I suppose I fiddled around for at least an hour, ironing the gauze, and trying several ways to stitch it down, none of which I was happy with until this combo,  so it ticks all the boxes –

  • I can invisible machine applique large sections of this gold gauze, and the edge will not fray and become unstable as I stitch and handle the rest of the piece
  • The effect of this gold gauze is earthy, not brassy – very pleasing.
  • In addition to the horizontal strips I at first tagged it for, I now know I can use it for other shapes that would fray even more on handling if not fo my technical breakthrough.
  • I have a lot of this colour gold thread, but as it’s just the edge being oversewn, it will be much more economical with the feature thread than the oversewn strips on Pandemic Pattern (which did fray, and that was a chosen option, so AOK)

 

 

Samples: Eyes 2

Sunday, January 12th, 2020

On the Art Quilts FB page recently, a quilter asked: “Who on this list uses a sketch book? I’ve been told I should, but can’t get started …” or something to that effect. I’ve written a little before on how I approach this https://www.alisonschwabe.com/weblog/?p=3963 and https://www.alisonschwabe.com/weblog/?p=3030

My sketchbook photogtaphed with some doodles I made on scrap paper but elements of this appeared in whatI eventualluy ended up with, and after taking this photo I binned the paper bits.
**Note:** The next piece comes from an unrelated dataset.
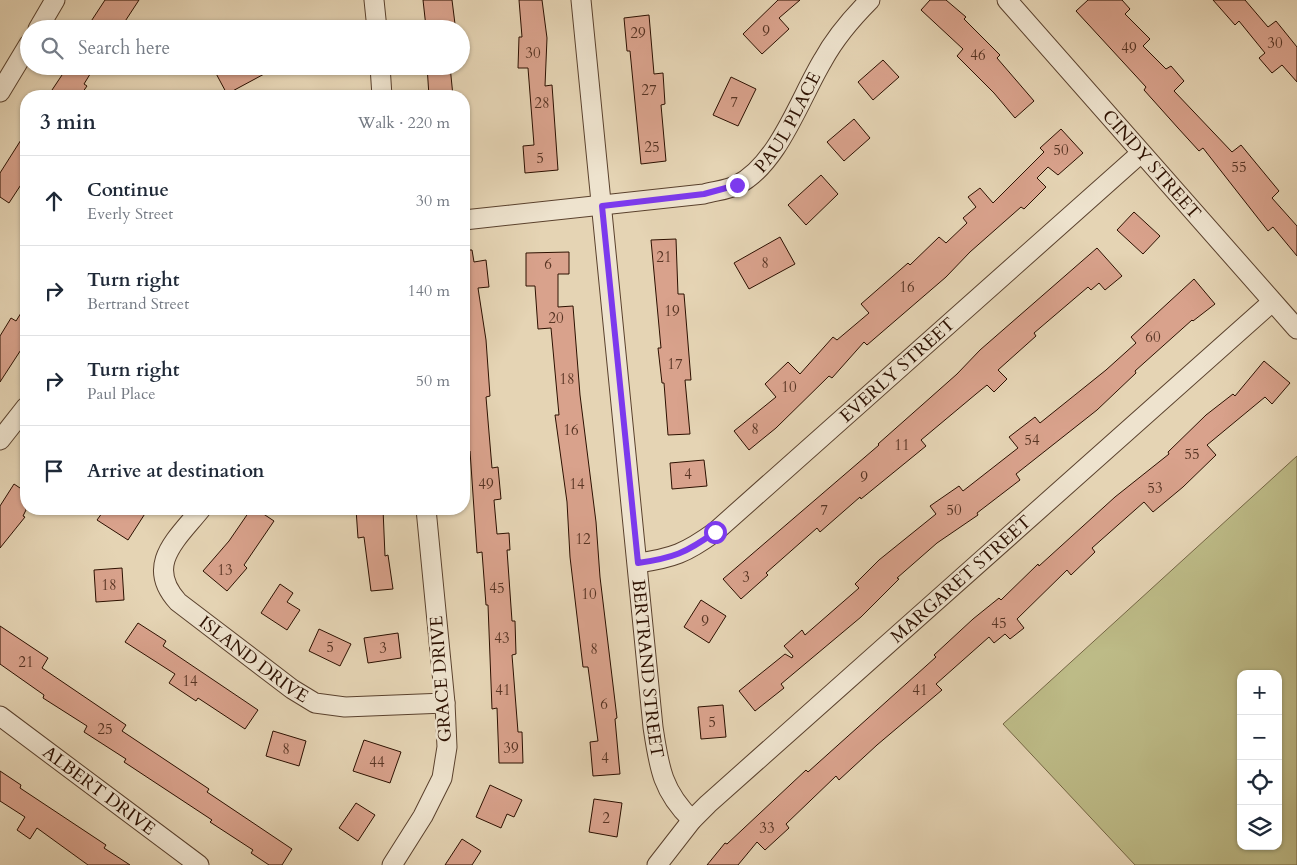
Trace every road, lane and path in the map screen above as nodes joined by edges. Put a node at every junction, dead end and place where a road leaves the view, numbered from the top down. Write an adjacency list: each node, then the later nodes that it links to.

In responding to that writer, I realised my sketchbook, see above, is a real book in which I do make pencil diagrams and notes of ideas. But it’s only one tool in my box, so to speak, partly because I only have one handbag this A4 book fits into, so it’s not always with me. Today’s photo shows the latest pages in my book with thoughts over several days about making eyes in various ways for a recently completed project. I don’t often include a graphic pictorial element in my designs, but the notion of ‘Eye’ might appear more often in my work, who knows?

I posted these samples on a FB page I belong to, but as the project developed, the final version of ‘eye’ was not like either of them. During hte sample phase you can see by the diagrams on the left sketchbook page that I was flirting with the eye as a motif in a repeat unit/block design. That’s an idea that will keep.

Though I love pencil and paper (lists, diagrams) I do rely quite a bit on my smart phone. The camera is quite good, and there’s the memo function for any note I need to make. If we’re out for the day, I usually have my little point-n-shoot camera which always takes great photos. It’s smaller than my phone, so is ultra convenient too. So, really I could say my notebook, visual diary or sketchbook plus items transferable from my phone add up to a multi-media group, in which each medium has a role. I could perhaps add the sample bag into which I toss samples I’ve made once they’re assessed: I never throw them away, just put them out of sight and sometimes dig into them for a look at something I know is there.

The one exception to that comment is a little 5cm /2″ square piece of brown leather suede, heat bonded onto unbleached calico/muslin, with centre square cut out and little holes cut out of one edge of each piece. I keep it in full plain sight on my design wall, because I totally love it, and for years now haven’t been able to decide where to go with this idea. Maybe something sheer … my regular readers know I keep this idea in plain sight too, without ever seriously settling on what to do with it 🙂

That might be an idea for this year’s SAQA auction quilt, which I normally turn to making early in the new year.